From daeef670b489e2e592ab62bdd9caa383c998e3f7 Mon Sep 17 00:00:00 2001
From: Alex Gaynor <alex.gaynor@gmail.com>
Date: Tue, 21 Jan 2025 19:31:20 -0500
Subject: [PATCH] 3des decryption

---
 src/rust/cryptography-key-parsing/src/pkcs8.rs | 13 ++++++++++---
 src/rust/cryptography-x509/src/common.rs       |  3 +++
 src/rust/cryptography-x509/src/oid.rs          |  2 ++
 3 files changed, 15 insertions(+), 3 deletions(-)

diff --git a/src/rust/cryptography-key-parsing/src/pkcs8.rs b/src/rust/cryptography-key-parsing/src/pkcs8.rs
index ea64c9cd02c69..170eb6caddca9 100644
--- a/src/rust/cryptography-key-parsing/src/pkcs8.rs
+++ b/src/rust/cryptography-key-parsing/src/pkcs8.rs
@@ -156,8 +156,15 @@ pub fn parse_encrypted_private_key(
         }
         AlgorithmParameters::Pbes2(params) => {
             let (cipher, iv) = match params.encryption_scheme.params {
-                AlgorithmParameters::Aes128Cbc(iv) => (openssl::symm::Cipher::aes_128_cbc(), iv),
-                AlgorithmParameters::Aes256Cbc(iv) => (openssl::symm::Cipher::aes_256_cbc(), iv),
+                AlgorithmParameters::DesEde3Cbc(ref iv) => {
+                    (openssl::symm::Cipher::des_ede3_cbc(), &iv[..])
+                }
+                AlgorithmParameters::Aes128Cbc(ref iv) => {
+                    (openssl::symm::Cipher::aes_128_cbc(), &iv[..])
+                }
+                AlgorithmParameters::Aes256Cbc(ref iv) => {
+                    (openssl::symm::Cipher::aes_256_cbc(), &iv[..])
+                }
                 _ => todo!(),
             };
 
@@ -187,7 +194,7 @@ pub fn parse_encrypted_private_key(
                 _ => todo!(),
             };
 
-            openssl::symm::decrypt(cipher, &key, Some(&iv), epki.encrypted_data)
+            openssl::symm::decrypt(cipher, &key, Some(iv), epki.encrypted_data)

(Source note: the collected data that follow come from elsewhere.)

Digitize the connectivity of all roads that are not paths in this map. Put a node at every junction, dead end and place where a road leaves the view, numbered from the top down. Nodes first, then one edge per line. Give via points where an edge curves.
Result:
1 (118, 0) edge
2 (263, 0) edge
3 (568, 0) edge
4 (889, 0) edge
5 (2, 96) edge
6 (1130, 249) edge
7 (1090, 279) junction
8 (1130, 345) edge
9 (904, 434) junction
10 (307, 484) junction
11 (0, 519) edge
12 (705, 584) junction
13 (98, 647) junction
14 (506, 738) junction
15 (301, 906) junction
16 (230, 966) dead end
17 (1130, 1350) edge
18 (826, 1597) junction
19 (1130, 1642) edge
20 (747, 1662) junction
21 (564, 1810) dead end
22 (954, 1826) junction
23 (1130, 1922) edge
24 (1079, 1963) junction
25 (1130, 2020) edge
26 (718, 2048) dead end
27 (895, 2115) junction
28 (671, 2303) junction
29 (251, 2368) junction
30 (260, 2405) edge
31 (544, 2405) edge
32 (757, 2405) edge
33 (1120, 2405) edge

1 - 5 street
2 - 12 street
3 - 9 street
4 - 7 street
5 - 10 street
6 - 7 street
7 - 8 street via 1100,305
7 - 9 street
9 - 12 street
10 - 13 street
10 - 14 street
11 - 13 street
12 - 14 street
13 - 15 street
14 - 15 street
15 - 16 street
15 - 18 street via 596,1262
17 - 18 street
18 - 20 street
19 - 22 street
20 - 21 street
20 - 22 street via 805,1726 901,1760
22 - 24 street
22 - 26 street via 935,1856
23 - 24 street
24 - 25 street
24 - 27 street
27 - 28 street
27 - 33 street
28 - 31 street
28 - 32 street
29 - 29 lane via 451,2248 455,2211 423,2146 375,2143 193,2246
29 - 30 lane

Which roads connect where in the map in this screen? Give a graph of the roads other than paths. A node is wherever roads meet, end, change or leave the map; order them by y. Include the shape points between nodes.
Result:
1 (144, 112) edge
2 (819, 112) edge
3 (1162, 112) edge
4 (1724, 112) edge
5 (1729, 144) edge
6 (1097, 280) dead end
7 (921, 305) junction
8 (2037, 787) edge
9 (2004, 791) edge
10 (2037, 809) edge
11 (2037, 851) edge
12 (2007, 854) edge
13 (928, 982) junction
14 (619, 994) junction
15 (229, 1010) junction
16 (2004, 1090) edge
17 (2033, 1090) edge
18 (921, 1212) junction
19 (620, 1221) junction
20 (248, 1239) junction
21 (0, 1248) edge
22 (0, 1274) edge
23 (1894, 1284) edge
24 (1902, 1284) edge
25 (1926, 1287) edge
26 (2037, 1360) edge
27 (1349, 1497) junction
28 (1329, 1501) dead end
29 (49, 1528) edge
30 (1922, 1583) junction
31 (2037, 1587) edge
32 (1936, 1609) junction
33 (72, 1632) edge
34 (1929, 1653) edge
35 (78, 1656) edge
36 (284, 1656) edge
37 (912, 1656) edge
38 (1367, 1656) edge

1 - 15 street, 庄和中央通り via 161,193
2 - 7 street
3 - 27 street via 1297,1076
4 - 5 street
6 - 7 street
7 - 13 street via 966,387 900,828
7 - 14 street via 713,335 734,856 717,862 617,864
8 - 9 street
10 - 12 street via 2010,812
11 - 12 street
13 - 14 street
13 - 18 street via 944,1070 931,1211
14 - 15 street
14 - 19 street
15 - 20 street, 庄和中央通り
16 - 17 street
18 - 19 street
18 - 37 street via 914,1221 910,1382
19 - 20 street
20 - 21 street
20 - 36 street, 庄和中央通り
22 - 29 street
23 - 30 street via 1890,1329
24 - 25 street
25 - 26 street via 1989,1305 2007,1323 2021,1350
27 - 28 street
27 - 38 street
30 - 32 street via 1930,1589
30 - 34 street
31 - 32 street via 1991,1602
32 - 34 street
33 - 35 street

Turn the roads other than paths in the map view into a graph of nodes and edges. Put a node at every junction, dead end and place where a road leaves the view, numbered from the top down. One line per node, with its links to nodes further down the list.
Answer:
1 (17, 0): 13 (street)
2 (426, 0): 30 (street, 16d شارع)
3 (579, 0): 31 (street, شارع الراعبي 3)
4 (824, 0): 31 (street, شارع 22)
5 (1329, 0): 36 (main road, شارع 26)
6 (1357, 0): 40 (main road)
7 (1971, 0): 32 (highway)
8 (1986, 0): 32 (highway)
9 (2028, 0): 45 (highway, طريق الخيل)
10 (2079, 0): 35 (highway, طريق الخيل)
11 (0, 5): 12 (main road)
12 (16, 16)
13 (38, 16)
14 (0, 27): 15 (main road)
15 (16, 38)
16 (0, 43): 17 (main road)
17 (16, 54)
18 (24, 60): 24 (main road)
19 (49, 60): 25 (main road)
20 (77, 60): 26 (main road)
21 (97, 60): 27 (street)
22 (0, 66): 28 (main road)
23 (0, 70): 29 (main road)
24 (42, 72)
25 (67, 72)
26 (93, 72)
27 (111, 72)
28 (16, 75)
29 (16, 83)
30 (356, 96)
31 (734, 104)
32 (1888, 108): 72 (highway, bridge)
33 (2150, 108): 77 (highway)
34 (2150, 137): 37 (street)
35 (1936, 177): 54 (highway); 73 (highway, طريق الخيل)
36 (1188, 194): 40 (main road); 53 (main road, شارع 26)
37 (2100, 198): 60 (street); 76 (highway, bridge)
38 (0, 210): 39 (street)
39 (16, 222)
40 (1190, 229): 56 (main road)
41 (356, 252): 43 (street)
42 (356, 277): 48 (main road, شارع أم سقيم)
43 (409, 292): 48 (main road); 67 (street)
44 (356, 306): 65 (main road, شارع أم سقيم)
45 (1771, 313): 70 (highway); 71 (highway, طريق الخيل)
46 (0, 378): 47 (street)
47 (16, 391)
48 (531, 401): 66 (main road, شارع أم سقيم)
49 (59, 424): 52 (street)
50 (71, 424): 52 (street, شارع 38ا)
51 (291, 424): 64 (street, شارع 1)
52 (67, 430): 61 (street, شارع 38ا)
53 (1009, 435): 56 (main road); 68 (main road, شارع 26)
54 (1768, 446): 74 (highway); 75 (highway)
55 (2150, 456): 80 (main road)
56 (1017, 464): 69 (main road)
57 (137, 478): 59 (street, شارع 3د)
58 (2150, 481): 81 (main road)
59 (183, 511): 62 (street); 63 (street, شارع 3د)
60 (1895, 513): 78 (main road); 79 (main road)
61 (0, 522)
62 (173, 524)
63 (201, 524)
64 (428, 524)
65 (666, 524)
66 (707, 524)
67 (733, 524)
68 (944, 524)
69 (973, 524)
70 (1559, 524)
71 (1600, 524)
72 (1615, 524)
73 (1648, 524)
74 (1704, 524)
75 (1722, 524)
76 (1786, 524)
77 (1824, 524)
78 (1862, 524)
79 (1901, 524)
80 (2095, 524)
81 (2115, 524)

                 .map_err(|_| KeyParsingError::IncorrectPassword)?
         }
         _ => {
diff --git a/src/rust/cryptography-x509/src/common.rs b/src/rust/cryptography-x509/src/common.rs
index 77ccd011a85ec..5e73a6bb29e05 100644
--- a/src/rust/cryptography-x509/src/common.rs
+++ b/src/rust/cryptography-x509/src/common.rs
@@ -149,6 +149,9 @@ pub enum AlgorithmParameters<'a> {
     #[defined_by(oid::AES_256_CBC_OID)]
     Aes256Cbc([u8; 16]),
 
+    #[defined_by(oid::DES_EDE3_CBC_OID)]
+    DesEde3Cbc([u8; 8]),
+
     #[defined_by(oid::PBES1_WITH_SHA_AND_3KEY_TRIPLEDES_CBC)]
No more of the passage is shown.